The 41-year-old man recalls being bit by a tick during an outing near Bend
nine years ago, and he believes his symptoms better match the description of
Lyme than MS. But he said he had a hard time finding someone who would
believe him about the possibility of Lyme. He said doctors told him he was
in denial about his MS diagnosis.
Lyme disease is rare here. In fact, no cases of the disease were reported
to
the Deschutes County Health Department last year. The ticks that carry the
disease are known to survive better in warmer, more humid climates. A recent
study showed that virtually none of the ticks here carry Lyme. The disease
is more common on the East Coast. In Oregon, it’s more likely to be found in
the valley or at the coast.
But Norris, who has researched the disease on the Internet and at the
library, was determined enough to visit the specialist in New York. An
initial urine test showed high levels of Lyme, but many members of the
medical community doubt the reliability of that test, according to a
spokesman at the American Lyme Disease Foundation.
To be sure, the New York clinic ordered a series of tests, including
several
blood tests, a spinal tap and spect scan to help make the diagnosis.

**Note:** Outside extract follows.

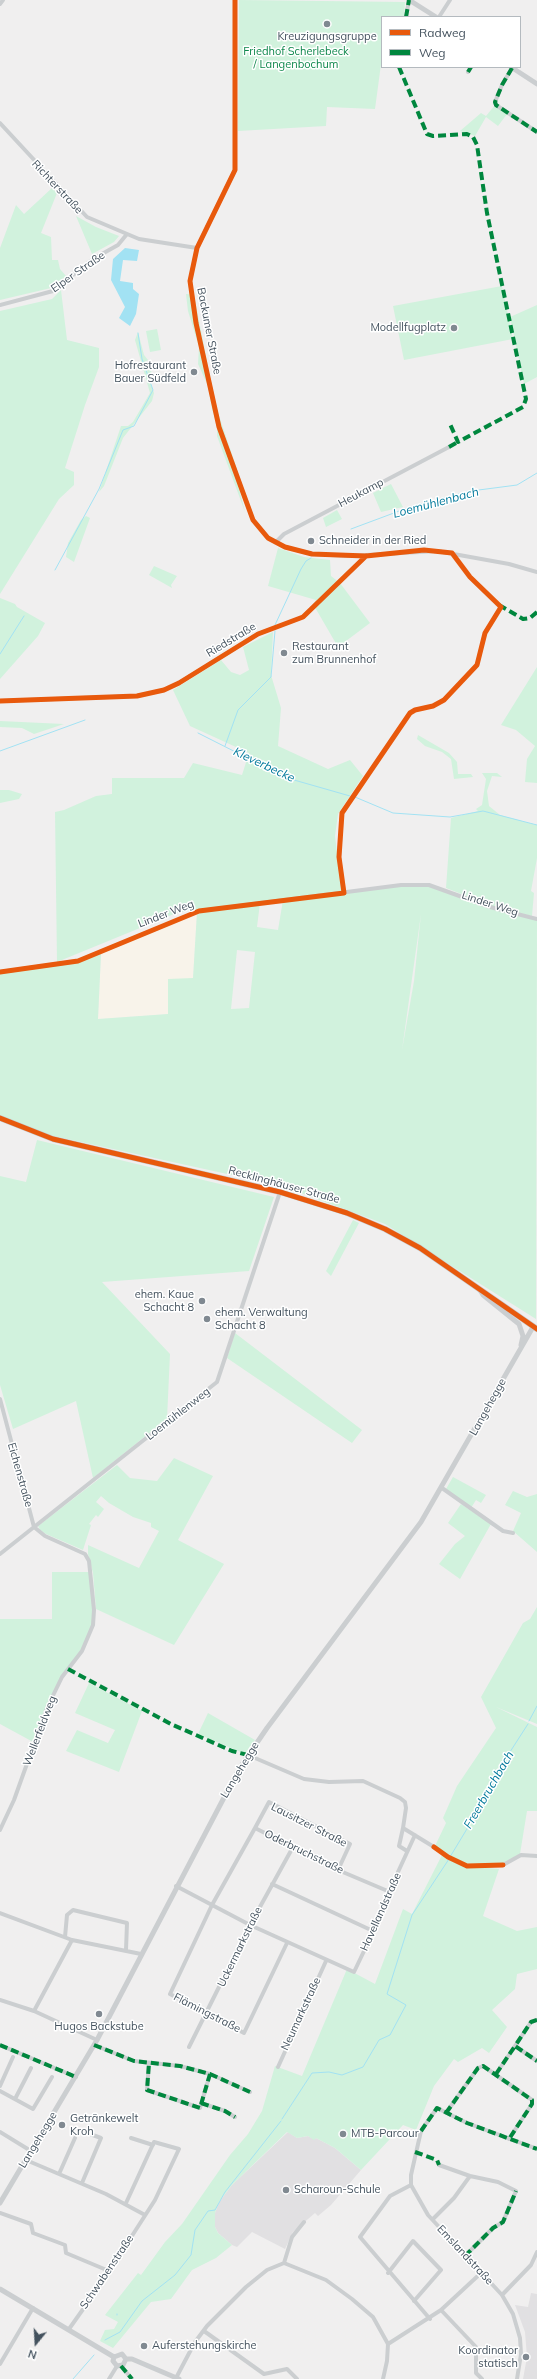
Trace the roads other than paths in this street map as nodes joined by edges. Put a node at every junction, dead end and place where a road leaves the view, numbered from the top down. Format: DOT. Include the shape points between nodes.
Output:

Simons said the clinic wanted to look at the possibility of a number of
diseases. “You can’t have a narrow focus and look just for Lyme,” Simons
said. “He really got the run over.”
Norris had not undergone a spinal test when he was diagnosed with MS. He
said doctors recommended it but at that point he was upset and didn’t want
to go through with it unless he could get tested for Lyme, too.
Simons said the spinal tap indicated the presence of Lyme disease. In
addition, the spect scan, which is a nuclear brain scan, showed a high
presence of the disease. The report from the radiologist said it looked like
what he sees with Lyme patients, Simons said. The test also showed the
presence of Ehrlichiosis, the disease similar to Rocky Mountain Fever that
may have been transmitted from the same tick that gave him Lyme.
However, a blood test came out negative for the disease and another blood
test was equivocal.
When diagnosing Lyme, Simons said it’s important that physicians pay close
attention to symptoms and patient history because the tests available are
not completely accurate and it’s possible to have false negatives or false
positives. They see all the signs and symptoms with Norris, he said.
But this is another area of disagreement. Dr. Michael Caldwell, health
commissioner for Dutchess County, New York, who sees many Lyme patients,
said earlier that it’s rare to have false negatives but it’s common to have
false positives.
Simons said he is pleased with the Center for Disease Control’s decision
recommendation about diagnosing Lyme, telling doctors to look at the patient
’s history and symptoms before taking into account the blood tests. He
believes this is a positive step forward in treating the disease.
“You need to listen to the patients and hear them out,” Simons said.
Although Norris has the diagnosis he was hoping for, things aren’t going
to
be easy. He expects to feel worse before he gets better and the improvements
will be gradual.
“It’s a long road ahead,” he said.
Stanley, who counsels many Lyme Disease patients and has suffered from the
disease for six years, said Norris faces many challenges, both political and
physical.
On the political side, Stanley said many people will continue to doubt
whether Norris has Lyme. Also, it is tough for some patients to receive the
medication for as long as they need it.
“As he goes through treatment, a lot of people will just say, ‘You have
MS.
Give it up,’” she said.
There’s also the challenge of getting insurance companies to cover the
treatment, Stanley said. Norris said he is in discussions with his insurance
company to see if it will cover the treatment. He expects his medical bills
to run between $30,000 and $60,000.
Also, Stanley said the treatment will be frustrating for him because it
may
be a while before he sees significant improvement. For most patients, there
is a reaction to the antibiotics that can cause patients to feel worse for a
while.
But Norris said he’s determined to follow through with this. He’ll do
whatever it takes.
“It feels good to at least know there’s some hope,” he said. “If I have
to,
I’ll go to Mexico and get my treatment.”